Now he laughed, a sound seldom heard, indeed he thought his throat protested at the unfamiliar movement. 'Unfunny, madam, or merely ill- informed. The Erenia family vanished from Rome three hundred years ago with the deposition of the last king by the Senate.' He watched her move slowly around him, turning to keep her always in sight. He had seen predators stalk their prey before, and found the reversal of positions exquisite.

'Has it been so long?' she breathed, gently picking a rose from the tree beside her, closing her eyes as she inhaled the scent. 'It seems only yesterday since Romulus Superus held the throne.'

'Do you claim immortality, like a Homeric heroine?' he asked her. 'You are no goddess, for there are no gods.'

'I am no god,' she told him, moving closer and handing him the rose. He briefly touched the skin of her hand. It was colder than ice, but the texture was inhumanly smooth. He shivered once with unaccustomed pleasure. Her voice dropped to a bare whisper. 'But I can grant your wish, general.'

'And that would be?' he asked her, leaning in so that he could hear her.

'Immortality.'



Buffy slowly pushed herself from the wall slowly, crashing back to the reality of the grim, cold darkness of the Russian winter, away from the gentle evening of Roman summer. She cursed softly, not knowing if someone had slipped something into her breakfast, whether she was dreaming while awake, or whether or not she was truly linked to a vampire that had weathered the millennia. None of the possibilities were acceptable.

'What the hell does it mean?' she asked herself in English, earning a suspicious look from a militia officer patrolling the quiet streets. She flashed him her most winning smile, though it fell far short of what she might have been able to muster mere months before. He smiled back nervously, and hurried on through the snow and chill air of the narrow street, vanishing quickly into the gloom of the poorly lit area.

Buffy, Spike is behind this door, she told herself, steeling herself once again to meet her lover of seven months before. She had much to tell him and, if Jur'Khan Chung was to be believed, little time in which to do it. She would figure out the meaning of the odd visions later, if there was time. A vampire alone she knew she could deal with. Had she not killed the Master?

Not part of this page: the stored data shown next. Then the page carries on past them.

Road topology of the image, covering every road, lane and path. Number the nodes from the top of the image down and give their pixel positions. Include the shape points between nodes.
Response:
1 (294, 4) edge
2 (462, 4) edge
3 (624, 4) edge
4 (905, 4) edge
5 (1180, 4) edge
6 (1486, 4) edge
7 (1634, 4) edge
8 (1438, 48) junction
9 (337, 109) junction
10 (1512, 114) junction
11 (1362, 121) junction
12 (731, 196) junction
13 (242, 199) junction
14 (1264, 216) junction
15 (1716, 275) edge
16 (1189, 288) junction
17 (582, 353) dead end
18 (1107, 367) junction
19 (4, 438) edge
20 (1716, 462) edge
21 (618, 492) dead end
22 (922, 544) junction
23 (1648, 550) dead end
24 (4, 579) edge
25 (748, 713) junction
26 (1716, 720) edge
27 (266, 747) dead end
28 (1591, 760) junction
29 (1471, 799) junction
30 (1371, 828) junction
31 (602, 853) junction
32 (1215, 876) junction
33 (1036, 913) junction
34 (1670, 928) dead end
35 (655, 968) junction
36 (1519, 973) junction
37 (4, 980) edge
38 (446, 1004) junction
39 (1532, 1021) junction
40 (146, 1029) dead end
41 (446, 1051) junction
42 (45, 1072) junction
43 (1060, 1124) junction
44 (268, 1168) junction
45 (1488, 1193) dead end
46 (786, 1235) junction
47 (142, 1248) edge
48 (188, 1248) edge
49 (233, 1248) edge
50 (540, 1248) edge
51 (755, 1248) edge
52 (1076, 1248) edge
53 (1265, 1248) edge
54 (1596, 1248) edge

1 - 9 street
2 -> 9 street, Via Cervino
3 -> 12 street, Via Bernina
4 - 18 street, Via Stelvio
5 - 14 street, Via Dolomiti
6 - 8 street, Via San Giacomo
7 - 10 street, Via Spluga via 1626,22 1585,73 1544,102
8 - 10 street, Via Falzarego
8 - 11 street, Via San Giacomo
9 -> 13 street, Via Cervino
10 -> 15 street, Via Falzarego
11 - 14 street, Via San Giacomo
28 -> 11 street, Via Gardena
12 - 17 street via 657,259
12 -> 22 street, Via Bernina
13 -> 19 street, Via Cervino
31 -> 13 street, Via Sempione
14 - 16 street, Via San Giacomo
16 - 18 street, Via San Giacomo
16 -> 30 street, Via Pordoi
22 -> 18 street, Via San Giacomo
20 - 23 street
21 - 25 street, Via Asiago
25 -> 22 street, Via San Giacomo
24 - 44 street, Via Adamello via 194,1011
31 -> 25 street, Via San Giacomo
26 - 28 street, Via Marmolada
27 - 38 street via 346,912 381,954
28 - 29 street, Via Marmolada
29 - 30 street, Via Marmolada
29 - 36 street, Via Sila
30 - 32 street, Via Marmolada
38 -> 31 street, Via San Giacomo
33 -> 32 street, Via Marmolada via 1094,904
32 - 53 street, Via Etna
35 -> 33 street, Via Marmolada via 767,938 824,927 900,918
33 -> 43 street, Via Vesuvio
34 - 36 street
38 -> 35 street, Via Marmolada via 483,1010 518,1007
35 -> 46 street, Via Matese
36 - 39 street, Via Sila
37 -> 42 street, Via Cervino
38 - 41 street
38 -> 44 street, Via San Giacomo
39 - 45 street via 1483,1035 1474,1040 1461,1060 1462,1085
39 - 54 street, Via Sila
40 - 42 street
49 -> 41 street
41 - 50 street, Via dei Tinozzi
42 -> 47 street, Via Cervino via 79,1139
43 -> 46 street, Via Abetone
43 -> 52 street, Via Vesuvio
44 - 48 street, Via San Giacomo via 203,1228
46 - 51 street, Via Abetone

Forsaking courtesy as a waste of precious time, and desperate in her eagerness, she leaned back and delivered a crushing side kick that shattered the wooden door into a thousand pieces that scythed inwards like shards of glass. Taking one deep breath, she marched through the ruined doorway into the dark room beyond.

The room was dingy, requiring a thorough cleansing. Bits of rubbish and empty bottle that reeked of strong spirits were strewn around like paper. The floor was rotting, worm infested woods, the ceiling low and flaking, decrepit plaster falling from it like snow in the sudden rush of wind from the door.

At the far end of the room was a crumpled bed, unmade in an age, and covered with filthy blankets that looked as though they had been scrounged from an animal shelter.

On it sat Spike, staring at her, his deep blue eyes buried in shadow in the darkness of the few candles that lit the room poorly. Dressed in habitual black, though unkempt, his duster was tossed carelessly on the floor in front of him. Alone, he simply stared at her as her leapt at the sight of him, relief flooding through her at the end of her search, mingled only with the joy of seeing his face again, tempered only slightly by the apprehension that she felt at his possible reaction.

She stood, all the practised speeches that she has prepared for this very moment melting away at the sight of his bleached hair and sculpted figure.

The book he had been reading dropped unnoticed to the floor, the faint sound like thunder in the sudden silence of the dingy, dark chamber.

'Slayer?' he asked her, his voice faint. He rose slowly from the bed, coming into the faint light. 'Buffy?'

He was as she remembered.

That was the last conscious thought that she had as something hard and metallic crashed across the back of her neck, knocking her out cold. She had time to hear one final word.

It was said through a snarl of animal fury.